• Problem description
Exactly the line with "Road topology of" and the lines that follow it, through the closing line of the entries, should be restated, with nothing left out or added.

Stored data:
━━━

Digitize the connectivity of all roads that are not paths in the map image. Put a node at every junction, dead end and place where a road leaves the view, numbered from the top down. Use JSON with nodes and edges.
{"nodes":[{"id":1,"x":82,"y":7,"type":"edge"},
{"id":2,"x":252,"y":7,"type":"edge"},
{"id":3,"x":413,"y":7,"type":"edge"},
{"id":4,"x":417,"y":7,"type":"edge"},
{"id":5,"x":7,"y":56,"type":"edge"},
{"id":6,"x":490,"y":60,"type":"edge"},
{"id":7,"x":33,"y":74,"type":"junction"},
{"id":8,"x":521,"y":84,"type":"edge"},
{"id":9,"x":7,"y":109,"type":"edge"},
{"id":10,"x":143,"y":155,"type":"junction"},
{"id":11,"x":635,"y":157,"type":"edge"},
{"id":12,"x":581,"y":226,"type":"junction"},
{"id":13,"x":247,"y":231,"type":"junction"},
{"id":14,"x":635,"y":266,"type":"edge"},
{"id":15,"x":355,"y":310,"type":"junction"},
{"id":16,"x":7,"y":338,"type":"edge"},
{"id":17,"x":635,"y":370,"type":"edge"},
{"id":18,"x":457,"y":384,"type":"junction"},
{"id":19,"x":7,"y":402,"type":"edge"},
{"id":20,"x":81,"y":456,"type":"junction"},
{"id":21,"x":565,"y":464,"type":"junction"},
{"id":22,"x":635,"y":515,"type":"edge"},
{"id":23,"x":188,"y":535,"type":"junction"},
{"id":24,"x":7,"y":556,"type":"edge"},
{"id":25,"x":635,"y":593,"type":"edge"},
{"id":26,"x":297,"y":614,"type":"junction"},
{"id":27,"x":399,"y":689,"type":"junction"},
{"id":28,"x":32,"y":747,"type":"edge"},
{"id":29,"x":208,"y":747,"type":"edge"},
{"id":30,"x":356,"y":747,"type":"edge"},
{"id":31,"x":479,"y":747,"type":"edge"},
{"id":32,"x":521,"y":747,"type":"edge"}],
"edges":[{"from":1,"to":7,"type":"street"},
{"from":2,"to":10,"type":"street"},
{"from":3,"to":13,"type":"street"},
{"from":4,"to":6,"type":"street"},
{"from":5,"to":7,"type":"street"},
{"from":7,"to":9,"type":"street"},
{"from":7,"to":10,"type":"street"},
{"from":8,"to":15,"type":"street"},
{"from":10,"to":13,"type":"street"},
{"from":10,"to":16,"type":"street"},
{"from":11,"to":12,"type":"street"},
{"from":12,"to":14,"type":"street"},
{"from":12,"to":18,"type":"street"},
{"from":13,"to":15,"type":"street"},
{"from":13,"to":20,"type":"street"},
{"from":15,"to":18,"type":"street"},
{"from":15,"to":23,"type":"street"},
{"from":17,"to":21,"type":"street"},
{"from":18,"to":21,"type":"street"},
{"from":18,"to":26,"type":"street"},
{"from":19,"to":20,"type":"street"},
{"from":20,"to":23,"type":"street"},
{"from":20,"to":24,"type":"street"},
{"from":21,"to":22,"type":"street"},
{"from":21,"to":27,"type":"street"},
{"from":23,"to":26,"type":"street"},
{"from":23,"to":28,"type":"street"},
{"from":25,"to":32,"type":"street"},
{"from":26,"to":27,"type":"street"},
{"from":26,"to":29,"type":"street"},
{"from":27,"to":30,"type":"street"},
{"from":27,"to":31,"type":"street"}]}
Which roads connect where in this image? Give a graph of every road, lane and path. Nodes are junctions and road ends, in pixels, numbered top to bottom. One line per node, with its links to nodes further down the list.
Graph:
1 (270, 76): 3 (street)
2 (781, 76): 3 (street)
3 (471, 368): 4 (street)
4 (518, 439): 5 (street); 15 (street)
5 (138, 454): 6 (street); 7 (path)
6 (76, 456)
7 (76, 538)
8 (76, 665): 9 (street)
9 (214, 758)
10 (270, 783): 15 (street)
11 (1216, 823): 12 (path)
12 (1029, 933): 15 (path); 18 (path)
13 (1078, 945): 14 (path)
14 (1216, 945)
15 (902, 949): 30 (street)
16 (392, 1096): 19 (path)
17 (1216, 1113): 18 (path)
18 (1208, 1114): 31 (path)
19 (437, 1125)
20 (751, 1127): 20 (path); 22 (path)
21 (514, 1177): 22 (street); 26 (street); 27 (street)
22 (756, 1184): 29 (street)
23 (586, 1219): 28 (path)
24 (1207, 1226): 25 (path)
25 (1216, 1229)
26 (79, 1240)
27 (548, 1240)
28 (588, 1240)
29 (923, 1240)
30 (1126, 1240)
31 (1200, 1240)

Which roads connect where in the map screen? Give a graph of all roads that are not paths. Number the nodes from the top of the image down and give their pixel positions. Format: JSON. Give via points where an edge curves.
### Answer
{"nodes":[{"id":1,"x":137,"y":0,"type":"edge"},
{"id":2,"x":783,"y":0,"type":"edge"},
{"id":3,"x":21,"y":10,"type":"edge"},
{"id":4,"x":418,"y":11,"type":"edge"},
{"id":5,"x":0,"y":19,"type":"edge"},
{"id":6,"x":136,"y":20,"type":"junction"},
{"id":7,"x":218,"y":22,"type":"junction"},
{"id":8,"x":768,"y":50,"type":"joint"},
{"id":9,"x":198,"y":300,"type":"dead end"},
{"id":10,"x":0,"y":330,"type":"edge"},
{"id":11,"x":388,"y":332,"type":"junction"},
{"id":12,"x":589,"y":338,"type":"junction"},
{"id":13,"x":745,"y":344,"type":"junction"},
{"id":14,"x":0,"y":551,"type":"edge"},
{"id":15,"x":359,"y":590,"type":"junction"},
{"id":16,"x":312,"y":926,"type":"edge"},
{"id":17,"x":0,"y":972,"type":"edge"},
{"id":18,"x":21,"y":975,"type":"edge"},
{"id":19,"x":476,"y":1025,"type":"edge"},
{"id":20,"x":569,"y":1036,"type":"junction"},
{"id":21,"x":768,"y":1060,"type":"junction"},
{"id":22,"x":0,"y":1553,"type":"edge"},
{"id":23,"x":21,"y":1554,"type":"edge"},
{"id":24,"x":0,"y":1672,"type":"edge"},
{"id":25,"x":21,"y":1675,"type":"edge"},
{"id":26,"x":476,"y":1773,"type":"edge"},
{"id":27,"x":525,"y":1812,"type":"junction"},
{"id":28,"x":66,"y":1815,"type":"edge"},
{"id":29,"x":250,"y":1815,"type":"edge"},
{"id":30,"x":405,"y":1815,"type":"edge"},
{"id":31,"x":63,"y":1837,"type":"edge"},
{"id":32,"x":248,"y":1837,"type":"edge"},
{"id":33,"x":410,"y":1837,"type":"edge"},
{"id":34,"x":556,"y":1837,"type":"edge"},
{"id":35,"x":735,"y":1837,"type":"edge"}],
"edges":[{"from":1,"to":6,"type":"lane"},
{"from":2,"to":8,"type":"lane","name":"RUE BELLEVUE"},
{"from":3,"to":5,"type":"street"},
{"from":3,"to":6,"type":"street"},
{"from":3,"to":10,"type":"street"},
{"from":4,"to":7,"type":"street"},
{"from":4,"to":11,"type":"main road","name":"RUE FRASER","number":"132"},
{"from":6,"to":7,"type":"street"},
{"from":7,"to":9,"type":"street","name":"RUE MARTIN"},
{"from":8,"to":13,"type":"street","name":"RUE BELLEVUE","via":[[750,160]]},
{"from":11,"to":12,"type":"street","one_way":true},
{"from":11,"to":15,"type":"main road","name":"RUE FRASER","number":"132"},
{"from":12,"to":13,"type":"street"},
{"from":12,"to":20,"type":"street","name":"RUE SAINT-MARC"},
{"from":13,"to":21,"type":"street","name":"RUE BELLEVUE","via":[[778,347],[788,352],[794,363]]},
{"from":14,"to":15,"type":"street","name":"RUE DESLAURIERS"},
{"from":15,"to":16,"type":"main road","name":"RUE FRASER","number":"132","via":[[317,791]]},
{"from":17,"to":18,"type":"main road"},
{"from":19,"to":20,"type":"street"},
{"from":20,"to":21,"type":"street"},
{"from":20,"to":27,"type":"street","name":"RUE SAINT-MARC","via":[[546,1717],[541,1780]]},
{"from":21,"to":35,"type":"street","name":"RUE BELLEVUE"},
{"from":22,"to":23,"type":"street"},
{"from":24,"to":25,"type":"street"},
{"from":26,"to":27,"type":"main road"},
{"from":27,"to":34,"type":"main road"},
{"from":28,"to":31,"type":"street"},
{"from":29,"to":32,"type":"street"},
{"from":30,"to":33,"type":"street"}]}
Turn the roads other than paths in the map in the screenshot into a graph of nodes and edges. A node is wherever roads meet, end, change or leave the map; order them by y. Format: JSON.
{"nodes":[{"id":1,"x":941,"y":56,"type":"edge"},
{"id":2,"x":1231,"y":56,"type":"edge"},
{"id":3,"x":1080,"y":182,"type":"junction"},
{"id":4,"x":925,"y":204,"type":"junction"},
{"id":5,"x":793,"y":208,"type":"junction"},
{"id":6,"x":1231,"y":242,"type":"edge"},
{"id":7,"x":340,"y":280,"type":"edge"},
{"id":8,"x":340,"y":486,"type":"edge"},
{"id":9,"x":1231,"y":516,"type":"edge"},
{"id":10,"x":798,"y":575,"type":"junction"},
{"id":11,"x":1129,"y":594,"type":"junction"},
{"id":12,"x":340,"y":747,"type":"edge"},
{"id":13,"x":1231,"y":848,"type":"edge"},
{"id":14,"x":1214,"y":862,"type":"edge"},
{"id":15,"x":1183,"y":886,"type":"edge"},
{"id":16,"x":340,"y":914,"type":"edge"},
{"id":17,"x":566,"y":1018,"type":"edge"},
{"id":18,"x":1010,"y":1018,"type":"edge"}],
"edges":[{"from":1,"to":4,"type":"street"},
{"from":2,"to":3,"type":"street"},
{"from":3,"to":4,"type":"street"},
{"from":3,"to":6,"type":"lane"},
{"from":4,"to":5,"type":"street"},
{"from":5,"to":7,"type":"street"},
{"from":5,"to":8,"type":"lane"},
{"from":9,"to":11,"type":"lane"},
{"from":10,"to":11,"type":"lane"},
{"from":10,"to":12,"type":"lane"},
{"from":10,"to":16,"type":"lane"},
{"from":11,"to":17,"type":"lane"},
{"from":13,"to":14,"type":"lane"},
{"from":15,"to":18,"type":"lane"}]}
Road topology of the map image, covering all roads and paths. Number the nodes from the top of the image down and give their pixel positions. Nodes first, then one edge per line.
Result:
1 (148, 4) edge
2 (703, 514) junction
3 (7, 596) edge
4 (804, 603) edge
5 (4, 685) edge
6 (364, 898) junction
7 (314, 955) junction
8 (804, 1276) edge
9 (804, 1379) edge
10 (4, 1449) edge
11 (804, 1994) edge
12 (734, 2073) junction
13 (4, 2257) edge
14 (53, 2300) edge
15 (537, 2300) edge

━━━

• Task response
Road topology of the map image, covering all roads and paths. Number the nodes from the top of the image down and give their pixel positions. Nodes first, then one edge per line.
Result:
1 (148, 4) edge
2 (703, 514) junction
3 (7, 596) edge
4 (804, 603) edge
5 (4, 685) edge
6 (364, 898) junction
7 (314, 955) junction
8 (804, 1276) edge
9 (804, 1379) edge
10 (4, 1449) edge
11 (804, 1994) edge
12 (734, 2073) junction
13 (4, 2257) edge
14 (53, 2300) edge
15 (537, 2300) edge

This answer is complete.